WHAT THE TASK ASKS: The lines of the records that include "paths" should all be copied.

Collected data entries:
= Beginning of Section =
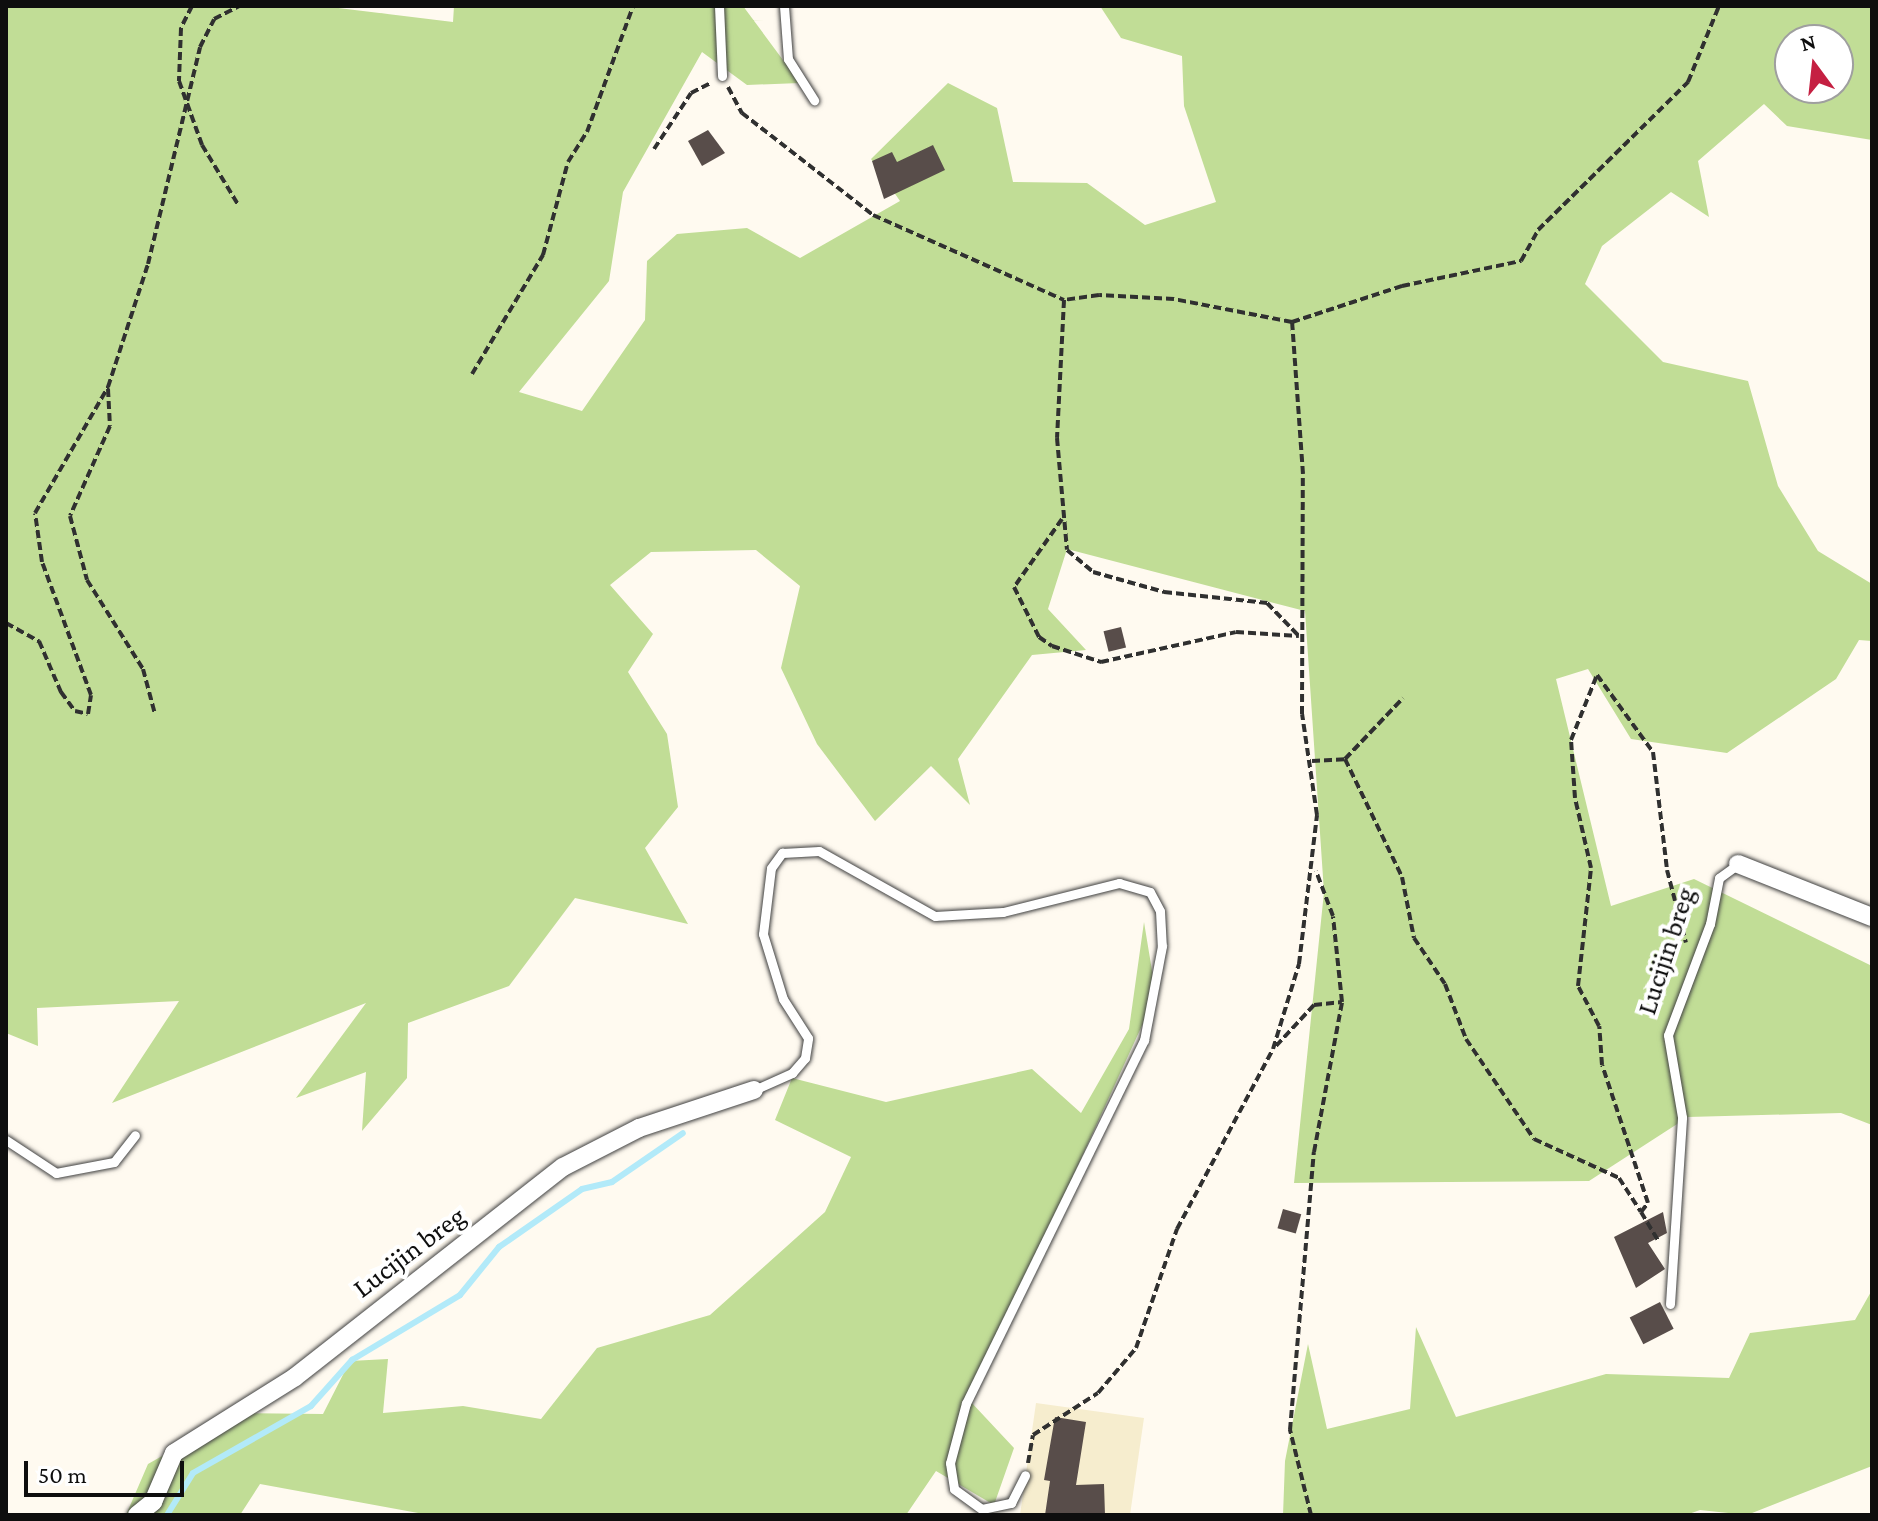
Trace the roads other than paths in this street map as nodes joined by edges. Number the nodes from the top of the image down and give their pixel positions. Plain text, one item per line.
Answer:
1 (719, 6) edge
2 (784, 6) edge
3 (722, 76) road end
4 (814, 100) dead end
5 (1738, 864) joint
6 (1872, 917) edge
7 (754, 1090) joint
8 (135, 1135) dead end
9 (6, 1140) edge
10 (1670, 1304) dead end
11 (1025, 1475) road end
12 (137, 1515) edge

1 - 3 lane
2 - 4 lane
5 - 6 street, Lucijin breg
5 - 10 lane, Lucijin breg
7 - 11 lane
7 - 12 street, Lucijin breg
8 - 9 lane

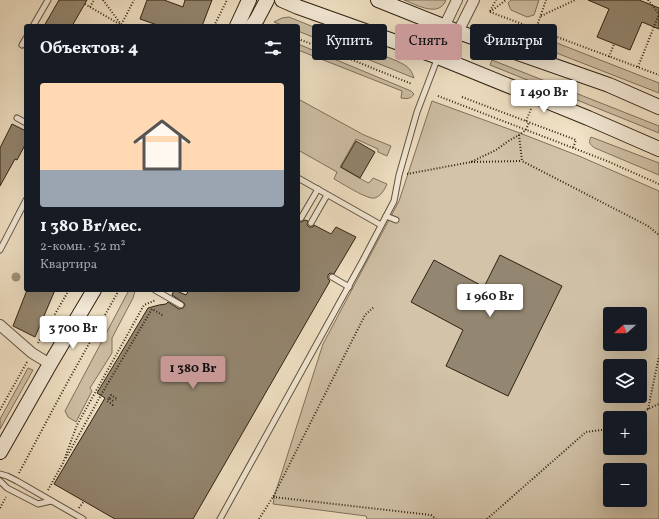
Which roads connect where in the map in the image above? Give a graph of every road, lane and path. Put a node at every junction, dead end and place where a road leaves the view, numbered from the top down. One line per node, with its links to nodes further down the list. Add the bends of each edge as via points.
1 (48, 0): 22 (lane)
2 (94, 0): 18 (path)
3 (103, 0): 24 (path)
4 (134, 0): 25 (path)
5 (227, 0): 26 (path)
6 (249, 0): 27 (main road)
7 (268, 0): 28 (main road)
8 (282, 0): 38 (main road)
9 (378, 0): 29 (main road)
10 (457, 0): 30 (street)
11 (474, 0): 31 (street)
12 (496, 0): 19 (path)
13 (506, 0): 19 (path)
14 (546, 0): 21 (path)
15 (575, 0): 21 (path)
16 (648, 0): 20 (path)
17 (85, 4): 18 (path)
18 (90, 7): 23 (path)
19 (490, 12): 32 (path)
20 (659, 14): 44 (path)
21 (540, 16): 33 (path)
22 (34, 24)
23 (119, 24)
24 (121, 24)
25 (123, 24)
26 (215, 24)
27 (238, 24)
28 (253, 24)
29 (437, 24)
30 (445, 24)
31 (462, 24)
32 (522, 24)
33 (538, 24)
34 (462, 33): 49 (main road, via 609,85)
35 (557, 37): 41 (path)
36 (300, 40): 46 (path)
37 (24, 41): 39 (lane)
38 (395, 42)
39 (22, 44)
40 (614, 44): 41 (path)
41 (609, 57): 44 (path)
42 (437, 60): 59 (lane, via 418,112)
43 (445, 60): 56 (main road)
44 (638, 66): 45 (path)
45 (659, 75)
46 (412, 84)
47 (438, 96): 53 (path)
48 (462, 97): 52 (path)
49 (659, 107)
50 (17, 118): 51 (lane)
51 (24, 122)
52 (529, 122): 53 (path); 55 (path, via 576,140)
53 (526, 130): 54 (path); 55 (path)
54 (519, 136): 57 (path); 58 (path)
55 (573, 148): 61 (path, via 607,160)
56 (659, 149)
57 (522, 161): 58 (path); 70 (path, via 648,226)
58 (471, 162): 59 (path)
59 (400, 175): 65 (lane, via 394,201)
60 (300, 179): 62 (lane)
61 (659, 184)
62 (318, 189): 63 (lane); 66 (lane)
63 (327, 195): 68 (lane); 69 (lane)
64 (24, 204): 71 (lane)
65 (386, 216): 67 (lane); 69 (lane)
66 (302, 218)
67 (396, 220)
68 (311, 223)
69 (381, 225): 73 (lane)
70 (659, 235)
71 (0, 250)
72 (332, 277): 73 (lane)
73 (348, 287): 104 (lane)
74 (68, 292): 83 (path)
75 (93, 292): 85 (main road)
76 (118, 292): 93 (path)
77 (158, 292): 78 (lane)
78 (162, 294): 79 (lane); 92 (path, via 158,300 144,305 77,425)
79 (181, 305)
80 (374, 307): 98 (path, via 365,315)
81 (164, 316): 92 (path, via 152,310)
82 (0, 325): 83 (street)
83 (32, 353): 85 (street); 89 (path)
84 (659, 356): 88 (path)
85 (50, 364): 91 (main road)
86 (109, 398): 86 (path, via 106,401 113,405 114,402)
87 (659, 404): 88 (path)
88 (648, 409)
89 (0, 410)
90 (603, 430): 107 (path, via 586,432)
91 (0, 452)
92 (64, 464): 97 (path)
93 (19, 473)
94 (0, 474): 96 (lane)
95 (0, 481): 101 (lane, via 7,488)
96 (34, 491): 99 (lane); 101 (lane)
97 (47, 492)
98 (273, 497): 105 (path); 106 (path, via 432,515)
99 (51, 501): 101 (lane); 103 (lane)
100 (84, 501): 102 (path)
101 (38, 504)
102 (78, 510)
103 (82, 519)
104 (220, 519)
105 (259, 519)
106 (436, 519)
107 (487, 519)

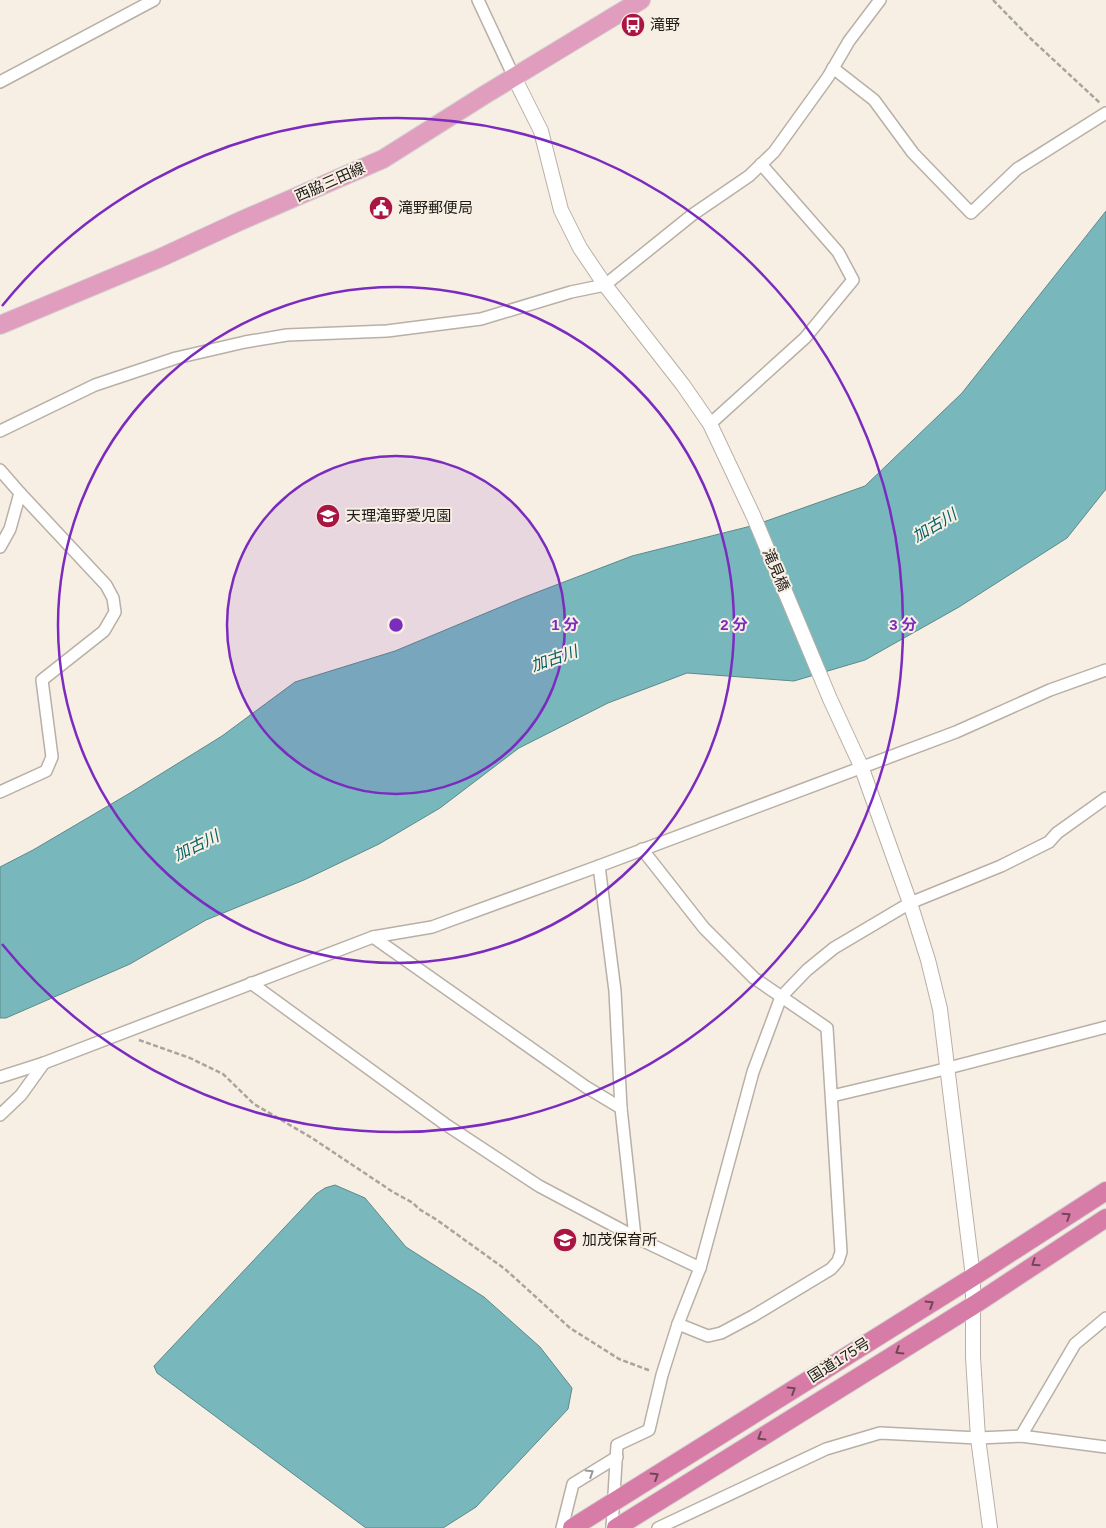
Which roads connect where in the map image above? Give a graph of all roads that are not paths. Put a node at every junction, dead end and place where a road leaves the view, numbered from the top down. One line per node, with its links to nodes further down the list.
= End of Section =
WRITTEN RESPONSE:
Trace the roads other than paths in this street map as nodes joined by edges. Number the nodes from the top of the image down and give their pixel positions. Plain text, one item per line.
Which roads connect where in the map image above? Give a graph of all roads that are not paths. Put a node at every junction, dead end and place where a road leaves the view, numbered from the top down. One line per node, with its links to nodes further down the list.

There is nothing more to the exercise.